Angin Sedang
Berhembus
OMG’s Arin
and Seventeen’s Joshua
| Songfic | PG
Vxiebell,2016
Vxiebell,2016
Di muka bumi yang hampa
yang telah banyak berubah ini, tak ada sepatah katapun yang bisa kuucap. Otakku
kehilangan semua kata, kini tubuhku hanya berdiri dan diam.
Darimanakah seharusnya aku memulainya?
Dalam keputusasaan ini, aku ingin mencari secercah
cahaya yang bisa mengeluarkanku dari lubang yang gelap. Ketika angin berembus
memainkan anak rambutku, aku berharap angin yang akan datang menjadi lebih
besar supaya aku ikut terbawa.
Oh Tuhan, aku tahu kau berada di suatu tempat. Aku
mohon bentangkanlah dunia yang baru ini, buatlah mataku terbuka lebih lebar
supaya aku bisa melihat segala hal yang belum sempat kulihat.

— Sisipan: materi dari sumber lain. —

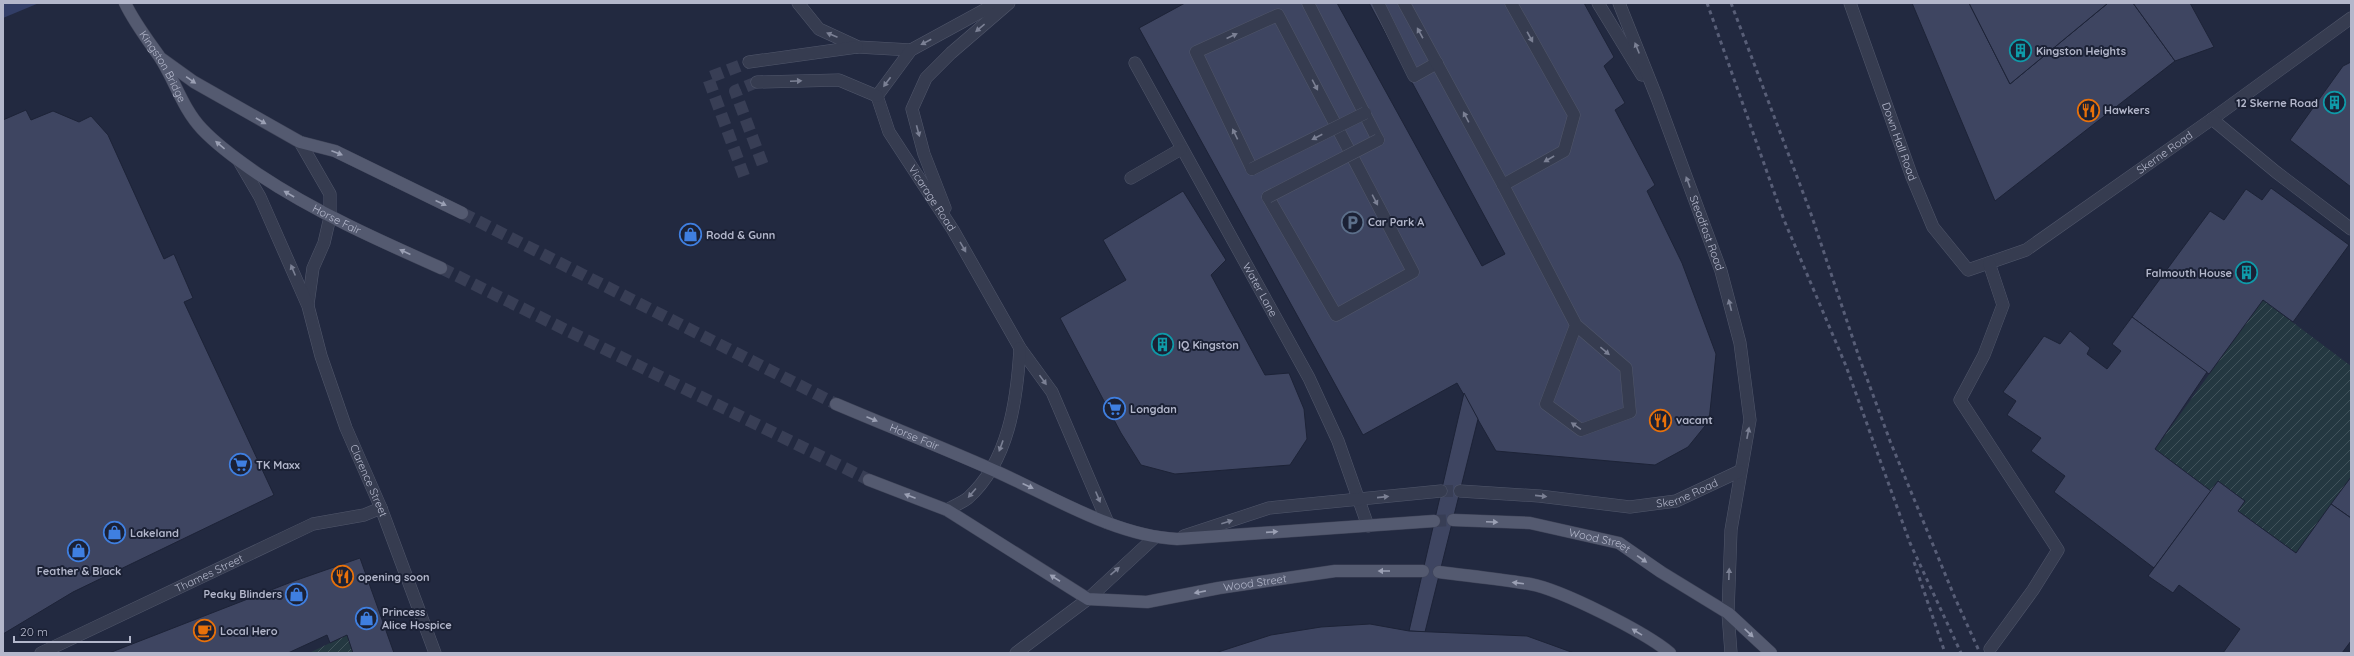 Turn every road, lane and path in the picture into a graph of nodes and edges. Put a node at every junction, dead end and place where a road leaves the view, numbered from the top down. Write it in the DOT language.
graph roads {
  1 [pos="125,3"];
  2 [pos="798,3"];
  3 [pos="997,3"];
  4 [pos="1009,3"];
  5 [pos="1308,3"];
  6 [pos="1316,3"];
  7 [pos="1378,3"];
  8 [pos="1404,3"];
  9 [pos="1511,3"];
  10 [pos="1598,3"];
  11 [pos="1619,3"];
  12 [pos="1850,3"];
  13 [pos="2351,18"];
  14 [pos="1322,26"];
  15 [pos="858,47"];
  16 [pos="911,50"];
  17 [pos="159,57"];
  18 [pos="749,62"];
  19 [pos="1134,62"];
  20 [pos="1437,63"];
  21 [pos="757,82"];
  22 [pos="877,96"];
  23 [pos="1657,98"];
  24 [pos="1364,113"];
  25 [pos="2212,119"];
  26 [pos="300,142"];
  27 [pos="1181,149"];
  28 [pos="239,161"];
  29 [pos="1131,178"];
  30 [pos="1503,186"];
  31 [pos="462,213"];
  32 [pos="330,218"];
  33 [pos="2351,229"];
  34 [pos="953,230"];
  35 [pos="1989,263"];
  36 [pos="441,268"];
  37 [pos="1968,270"];
  38 [pos="308,306"];
  39 [pos="1576,325"];
  40 [pos="1020,348"];
  41 [pos="836,404"];
  42 [pos="993,469"];
  43 [pos="1740,471"];
  44 [pos="869,480"];
  45 [pos="1441,491"];
  46 [pos="1460,491"];
  47 [pos="1360,499"];
  48 [pos="381,508"];
  49 [pos="947,510"];
  50 [pos="1453,520"];
  51 [pos="1434,521"];
  52 [pos="1108,522"];
  53 [pos="1368,526"];
  54 [pos="1154,538"];
  55 [pos="1177,539"];
  56 [pos="1423,571"];
  57 [pos="1439,572"];
  58 [pos="1088,599"];
  59 [pos="1728,613"];
  60 [pos="1990,649"];
  61 [pos="41,653"];
  62 [pos="435,653"];
  63 [pos="1016,653"];
  64 [pos="1670,653"];
  65 [pos="1731,653"];
  66 [pos="1771,653"];
  1 -- 17 [label="main road, Kingston Bridge"];
  15 -- 2 [label="street, one-way"];
  3 -- 16 [label="street, one-way"];
  4 -- 34 [label="street, one-way"];
  5 -- 14 [label="street"];
  6 -- 14 [label="street"];
  7 -- 20 [label="street"];
  20 -- 8 [label="street, one-way"];
  9 -- 30 [label="street, one-way"];
  10 -- 23 [label="street"];
  23 -- 11 [label="street, Steadfast Road, one-way"];
  12 -- 37 [label="street, Down Hall Road"];
  13 -- 25 [label="street, Skerne Road"];
  14 -- 24 [label="street"];
  15 -- 16 [label="street"];
  15 -- 18 [label="street"];
  16 -- 22 [label="street, one-way"];
  17 -- 26 [label="main road, one-way"];
  28 -- 17 [label="main road, Kingston Bridge, one-way"];
  19 -- 27 [label="street, Water Lane"];
  30 -- 20 [label="street, one-way"];
  21 -- 22 [label="street, one-way"];
  22 -- 34 [label="street, Vicarage Road"];
  43 -- 23 [label="street, Steadfast Road, one-way"];
  24 -- 24 [label="street, one-way, bridge"];
  25 -- 33 [label="street"];
  25 -- 35 [label="street, Skerne Road"];
  26 -- 31 [label="main road, one-way"];
  26 -- 32 [label="street, Clarence Street"];
  27 -- 29 [label="street"];
  27 -- 47 [label="street, Water Lane"];
  32 -- 28 [label="main road, Horse Fair, one-way"];
  38 -- 28 [label="street, Clarence Street, one-way"];
  30 -- 39 [label="street"];
  36 -- 32 [label="main road, Horse Fair, one-way"];
  32 -- 38 [label="street, Clarence Street"];
  34 -- 40 [label="street, Vicarage Road, one-way"];
  35 -- 37 [label="street, Skerne Road"];
  35 -- 60 [label="street"];
  38 -- 48 [label="street, Clarence Street"];
  39 -- 39 [label="street, one-way"];
  40 -- 42 [label="street, one-way"];
  40 -- 52 [label="street, Vicarage Road, one-way"];
  41 -- 42 [label="main road, Horse Fair, one-way"];
  42 -- 49 [label="street, one-way"];
  42 -- 52 [label="main road, Horse Fair, one-way"];
  46 -- 43 [label="street, Skerne Road, one-way"];
  59 -- 43 [label="street, one-way"];
  49 -- 44 [label="main road, one-way"];
  47 -- 45 [label="street, one-way"];
  47 -- 53 [label="street, Water Lane"];
  55 -- 47 [label="street, one-way"];
  48 -- 61 [label="street, Thames Street"];
  48 -- 62 [label="street, Clarence Street"];
  58 -- 49 [label="main road, one-way"];
  50 -- 59 [label="main road, Wood Street, one-way"];
  51 -- 53 [label="main road"];
  52 -- 54 [label="main road, Horse Fair"];
  55 -- 53 [label="main road, one-way"];
  54 -- 55 [label="main road, Horse Fair"];
  58 -- 54 [label="street, one-way"];
  56 -- 58 [label="main road, Wood Street, one-way"];
  64 -- 57 [label="main road, one-way"];
  58 -- 63 [label="street"];
  59 -- 65 [label="street"];
  59 -- 66 [label="main road, Wood Street, one-way"];
} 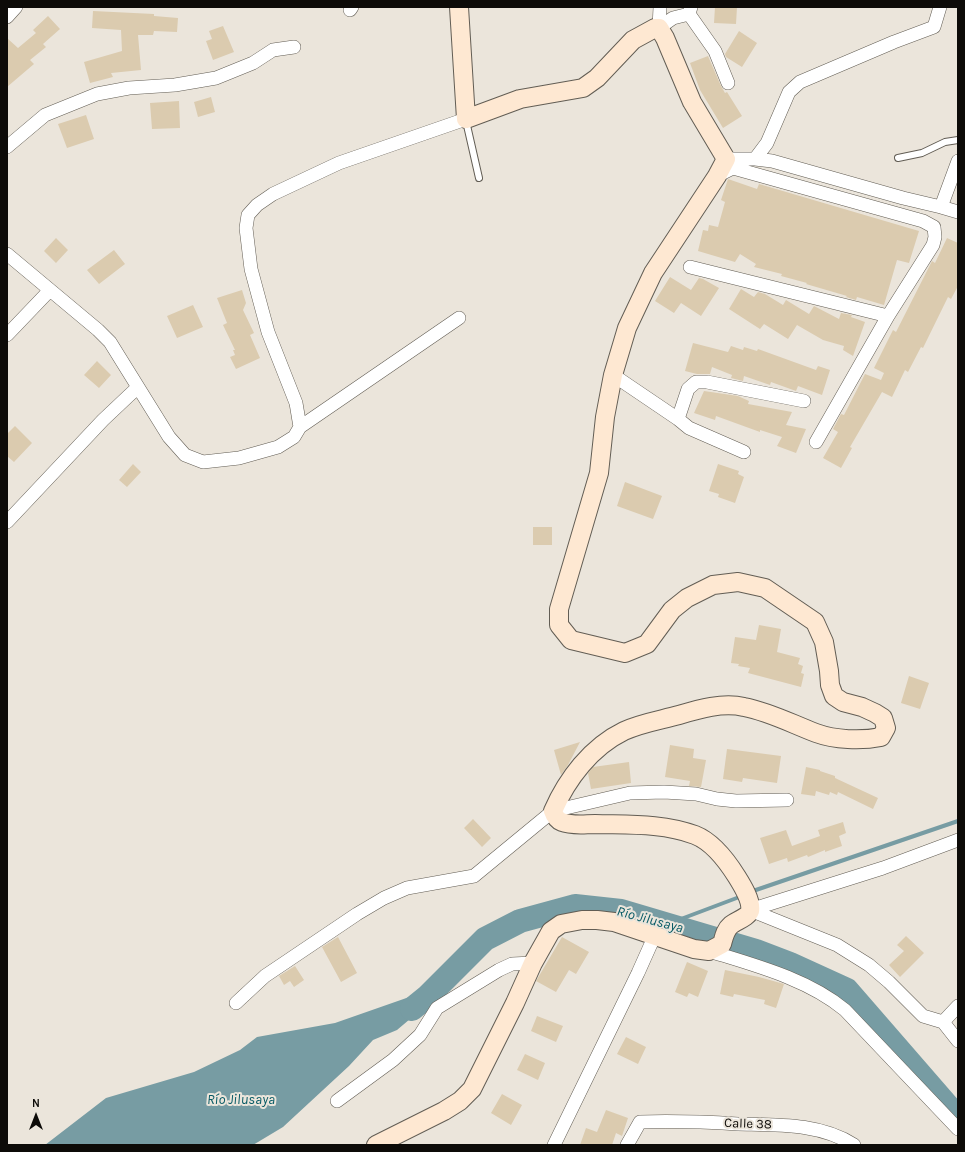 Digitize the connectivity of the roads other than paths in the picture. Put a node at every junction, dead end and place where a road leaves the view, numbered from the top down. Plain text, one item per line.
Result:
1 (16, 7) edge
2 (459, 7) edge
3 (660, 7) edge
4 (940, 7) edge
5 (690, 10) edge
6 (7, 17) edge
7 (659, 28) junction
8 (294, 47) dead end
9 (728, 83) dead end
10 (466, 119) junction
11 (958, 140) edge
12 (7, 147) edge
13 (726, 158) junction
14 (755, 158) junction
15 (898, 158) dead end
16 (958, 161) edge
17 (717, 176) junction
18 (479, 178) dead end
19 (952, 207) edge
20 (7, 254) edge
21 (690, 267) dead end
22 (50, 290) junction
23 (888, 316) junction
24 (459, 318) dead end
25 (7, 335) edge
26 (613, 375) junction
27 (138, 387) junction
28 (804, 401) dead end
29 (678, 418) junction
30 (300, 427) junction
31 (816, 442) dead end
32 (744, 452) dead end
33 (9, 517) edge
34 (787, 800) dead end
35 (553, 811) junction
36 (958, 840) edge
37 (747, 899) junction
38 (655, 935) junction
39 (719, 942) junction
40 (533, 963) junction
41 (236, 1003) dead end
42 (958, 1006) edge
43 (943, 1022) junction
44 (958, 1041) edge
45 (337, 1101) dead end
46 (958, 1129) edge
47 (376, 1145) edge
48 (554, 1145) edge
49 (627, 1145) edge
50 (854, 1145) edge

1 - 6 street
2 - 10 street
3 - 7 street
4 - 14 street
5 - 7 street
5 - 9 street
7 - 10 street
7 - 13 street
8 - 12 street
10 - 18 lane
10 - 30 street
11 - 15 lane
13 - 14 street
13 - 17 street
14 - 19 street
16 - 19 street
17 - 23 street
17 - 26 street
20 - 22 street
21 - 23 street
22 - 25 street
22 - 27 street
23 - 31 street
24 - 30 street
26 - 29 street
26 - 35 street
27 - 30 street
27 - 33 street
28 - 29 street
29 - 32 street
34 - 35 street
35 - 37 street
35 - 41 street
36 - 37 street
37 - 39 street
37 - 43 street
38 - 39 street
38 - 40 street
38 - 48 street
39 - 46 street
40 - 45 street
40 - 47 street
42 - 43 street
43 - 44 street
49 - 50 street, Calle 38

Di atas bukit yang dikelilingi rerumputan hijau yang
tumbuh se-mata kaki, dapat kurasakan kekuatan angin yang lebih kencang, yang
menerbangkan rambutku. Kedua mataku perlahan terpejam seolah menikmati setiap
hembusan angin. Tapi sungguh, aku tak merasa begitu.
Selang beberapa detik, angin itu sudah berhenti
bertiup. Tanpa disuruhpun, kelopak mataku terbuka perlahan. Semua terlihat
buram. Aku tak bisa melihat apapun dengan jelas. Namun, kemudian aku melihat
sosok itu. Dia berdiri di hadapanku sambil tersenyum.
“YA!
Cuci tanganmu sebelum makan!”
“Harus
berapa kali kubilang, huh? Jangan terlalu lama mengunyah permen karet, nanti
gigimu bisa sakit!
“Ya
Tuhan.. Arin Choi, sampai kapan aku harus mengingatkanmu supaya tidak lupa
gosok gigi sebelum tidur?”
Wajah pemuda itu terlihat sangat jelas. Bagaimana
ekspresinya ketika marah, saat mengomel, dan saat membuat lelucon supaya
adiknya bisa tertawa.
“Arin,
Arin apa yang bisa bikin sejuk? Kalo bisa jawab, aku buatin cake kesukaan kamu
deh.”
“Salah!
Jawabannya… Aaaa rindangnya pepohonan..hahaha.”
Teringat akan semua memori itu, bibirku tersenyum
getir. Ujung jemariku membantu mengusap mataku yang telah basah.
Lalu atensiku terfokus menatap ke depan, tepat di depan
mataku saat ini. Sebuah batu nisan yang mengukir nama Joshua Hong di atasnya.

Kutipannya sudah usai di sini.